Understanding crime and social policy explores the interface between crime and social policy, drawing upon international theoretical developments and empirical research from within Criminology and Social Policy. Written by an experienced author, it uses analysis of policy-making under the New Labour and Conservative-Liberal Democrat governments to reflect upon the multiplicity of influences which shape the formulation and delivery of crime control policies, the changing nature of government and governance in neo-liberal societies, and the enhanced role of the welfare state in 'solving' crime 'problems'. A unique feature of the book is the inclusion of policy examples including the resettlement of prisoners, problem drug use and 'troubled' families.

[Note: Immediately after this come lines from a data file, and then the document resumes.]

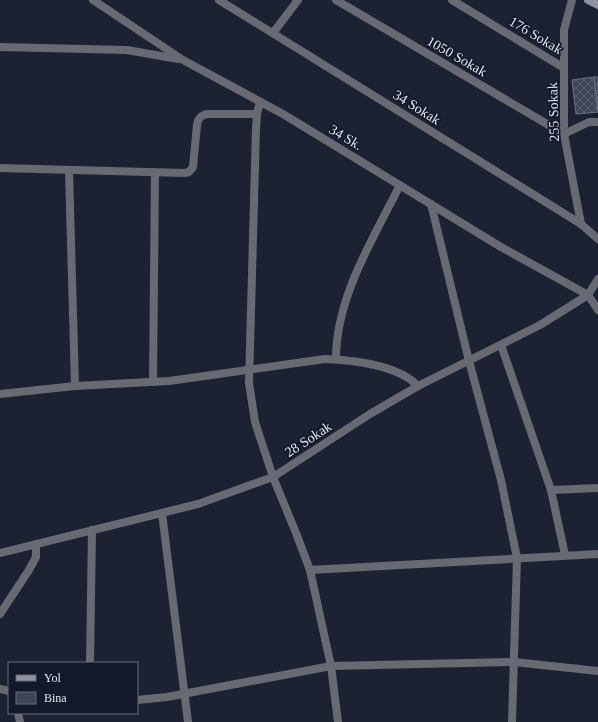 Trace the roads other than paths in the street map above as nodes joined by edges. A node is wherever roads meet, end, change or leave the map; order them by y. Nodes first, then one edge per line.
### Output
1 (93, 0) edge
2 (219, 0) edge
3 (298, 0) edge
4 (336, 0) edge
5 (452, 0) edge
6 (572, 0) edge
7 (588, 0) edge
8 (598, 5) edge
9 (273, 33) junction
10 (0, 48) edge
11 (183, 60) junction
12 (564, 68) junction
13 (260, 102) junction
14 (257, 114) junction
15 (598, 122) edge
16 (564, 134) junction
17 (0, 168) edge
18 (70, 170) junction
19 (155, 173) junction
20 (400, 185) junction
21 (431, 204) junction
22 (581, 224) junction
23 (598, 239) edge
24 (598, 279) edge
25 (588, 295) junction
26 (598, 310) edge
27 (501, 345) junction
28 (336, 359) junction
29 (469, 361) junction
30 (248, 369) junction
31 (153, 382) junction
32 (75, 386) junction
33 (418, 386) junction
34 (0, 394) edge
35 (273, 477) junction
36 (598, 488) edge
37 (551, 490) junction
38 (162, 513) junction
39 (92, 530) junction
40 (36, 544) junction
41 (0, 553) edge
42 (598, 554) edge
43 (565, 555) junction
44 (517, 558) junction
45 (310, 570) junction
46 (0, 614) edge
47 (90, 662) edge
48 (514, 662) junction
49 (331, 666) junction
50 (598, 672) edge
51 (185, 693) junction
52 (138, 700) edge
53 (188, 722) edge
54 (338, 722) edge
55 (512, 722) edge

1 - 11 street, 34 Sk.
2 - 9 street, 34 Sokak
3 - 9 street
4 - 16 street, 1050 Sokak
5 - 12 street, 176 Sokak
6 - 12 street, 255 Sokak
7 - 8 main road
9 - 22 street, 34 Sokak
10 - 11 street
11 - 13 street, 34 Sk.
12 - 16 street, 255 Sokak
13 - 14 street
13 - 20 street, 34 Sk.
14 - 19 street
14 - 30 street
15 - 16 street
16 - 22 street, 255 Sokak
17 - 18 street
18 - 19 street
18 - 32 street
19 - 31 street
20 - 21 street, 34 Sk.
20 - 28 street
21 - 25 street, 34 Sk.
21 - 29 street
22 - 23 street, 34 Sokak
24 - 25 street, 28 Sokak
25 - 26 street
25 - 27 street, 28 Sokak
27 - 29 street, 28 Sokak
27 - 37 street
28 - 30 street
28 - 33 street
29 - 33 street, 28 Sokak
29 - 44 street
30 - 31 street
30 - 35 street
31 - 32 street
32 - 34 street
33 - 35 street, 28 Sokak
35 - 38 street, 28 Sokak
35 - 45 street
36 - 37 street
37 - 43 street
38 - 39 street, 28 Sokak
38 - 51 street
39 - 40 street, 28 Sokak
39 - 47 street
40 - 41 street, 28 Sokak
40 - 46 street
42 - 43 street
43 - 44 street
44 - 45 street
44 - 48 street
45 - 49 street
48 - 49 street
48 - 50 street
48 - 55 street
49 - 51 street
49 - 54 street
51 - 52 street
51 - 53 street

Understanding crime and social policy encourages readers to reflect upon the close connections, and sometimes tensions, between crime reduction and social policy agendas and is aimed at two audiences. The first is students on courses in criminology, criminal justice and social policy. The second is practitioners from across the public, private and voluntary sector.
Emma Wincup is a Senior Lecturer in Criminology and Criminal Justice at the University of Leeds, where she is Director of Student Education in the School of Law and Deputy Director of the Centre for Criminal Justice Studies. Emma's current research explores the interconnections between crime policy, particularly in relation to problem drug use, and welfare reform. She has also published extensively on the criminological research process.
Introducing crime and Social Policy; Crime and criminalisation; Influences on crime policy; Delivering crime policy; The resettlement of prisoners; When policy arenas collide: tackling problem drug use; Case study 1: Troubled' or `Troublesome' Families? Social Policy and Crime Prevention; Case study 2: anti-social behaviour; Case study 3: drug `misuse'; Concluding comments.